Wszystko zaczęło się od rzutu bramkowego dla gości. Bramkarz United, Dean Henderson, zagrał piłkę do jednego ze stoperów, a po chwili otrzymał podanie zwrotne. Piłkarze Sheffield postanowili podejść wysokim pressingiem. Golkiper „Czerwonych Diabłów” zbyt długo zwlekał z podjęciem decyzji, co poskutkowało nabiciem piłką jednego z napastników gospodarzy. Ten, upadając, zdołał jeszcze dograć futbolówkę do swojego partnera, który nie miał problemów z umieszczeniem jej w pustej bramce.

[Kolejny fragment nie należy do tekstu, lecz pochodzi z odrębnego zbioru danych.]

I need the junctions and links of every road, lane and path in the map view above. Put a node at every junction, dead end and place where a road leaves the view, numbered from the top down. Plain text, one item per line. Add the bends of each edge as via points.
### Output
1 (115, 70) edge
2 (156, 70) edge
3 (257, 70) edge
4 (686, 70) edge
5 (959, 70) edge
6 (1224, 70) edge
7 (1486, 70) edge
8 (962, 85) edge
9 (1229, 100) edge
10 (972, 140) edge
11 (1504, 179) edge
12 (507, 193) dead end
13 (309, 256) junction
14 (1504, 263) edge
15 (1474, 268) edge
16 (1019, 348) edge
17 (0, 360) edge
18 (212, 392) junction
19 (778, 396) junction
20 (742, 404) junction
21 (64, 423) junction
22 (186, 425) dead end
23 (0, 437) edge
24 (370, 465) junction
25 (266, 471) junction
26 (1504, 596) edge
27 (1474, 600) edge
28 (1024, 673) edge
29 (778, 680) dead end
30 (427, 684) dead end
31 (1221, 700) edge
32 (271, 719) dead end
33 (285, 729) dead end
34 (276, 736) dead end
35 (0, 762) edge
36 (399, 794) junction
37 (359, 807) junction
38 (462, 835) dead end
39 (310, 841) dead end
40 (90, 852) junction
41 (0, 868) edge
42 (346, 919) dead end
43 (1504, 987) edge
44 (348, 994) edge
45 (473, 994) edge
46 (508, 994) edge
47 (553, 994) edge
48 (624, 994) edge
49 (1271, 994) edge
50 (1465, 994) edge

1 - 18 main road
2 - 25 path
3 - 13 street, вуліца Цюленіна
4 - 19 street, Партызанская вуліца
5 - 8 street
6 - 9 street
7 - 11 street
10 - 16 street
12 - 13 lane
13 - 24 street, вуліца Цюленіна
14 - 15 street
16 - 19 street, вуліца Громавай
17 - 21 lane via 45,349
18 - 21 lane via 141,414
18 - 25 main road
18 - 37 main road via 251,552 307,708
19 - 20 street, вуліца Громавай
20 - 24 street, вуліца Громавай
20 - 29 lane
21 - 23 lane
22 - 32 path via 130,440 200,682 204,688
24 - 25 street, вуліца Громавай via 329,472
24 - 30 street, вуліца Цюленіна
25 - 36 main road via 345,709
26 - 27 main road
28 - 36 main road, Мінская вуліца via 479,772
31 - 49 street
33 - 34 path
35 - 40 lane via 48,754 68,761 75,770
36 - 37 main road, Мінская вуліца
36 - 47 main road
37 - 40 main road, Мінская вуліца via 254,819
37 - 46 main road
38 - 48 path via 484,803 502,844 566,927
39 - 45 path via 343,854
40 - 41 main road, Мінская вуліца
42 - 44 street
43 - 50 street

Na szczęście dla Hendersona jego koledzy z formacji ataku załatwili sprawę. Dwukrotnie do siatki Sheffield trafił bowiem Marcus Rashford, gola dorzucił także Anthony Martial. W samej końcówce gospodarze złapali kontakt po drugim golu McGoldricka, ale na więcej nie było ich stać i podopieczni Solskjaera zgarnęli ostatecznie komplet punktów. Czwartkowa wygrana sprawiła, że „Czerwone Diabły” zajmują obecnie 6. pozycję w tabeli Premier League, tracąc do prowadzącego Liverpoolu 5 „oczek” i mając do tego jeden mecz zaległy. Sheffield United zamyka tabelę z dorobkiem zaledwie 1 punktu.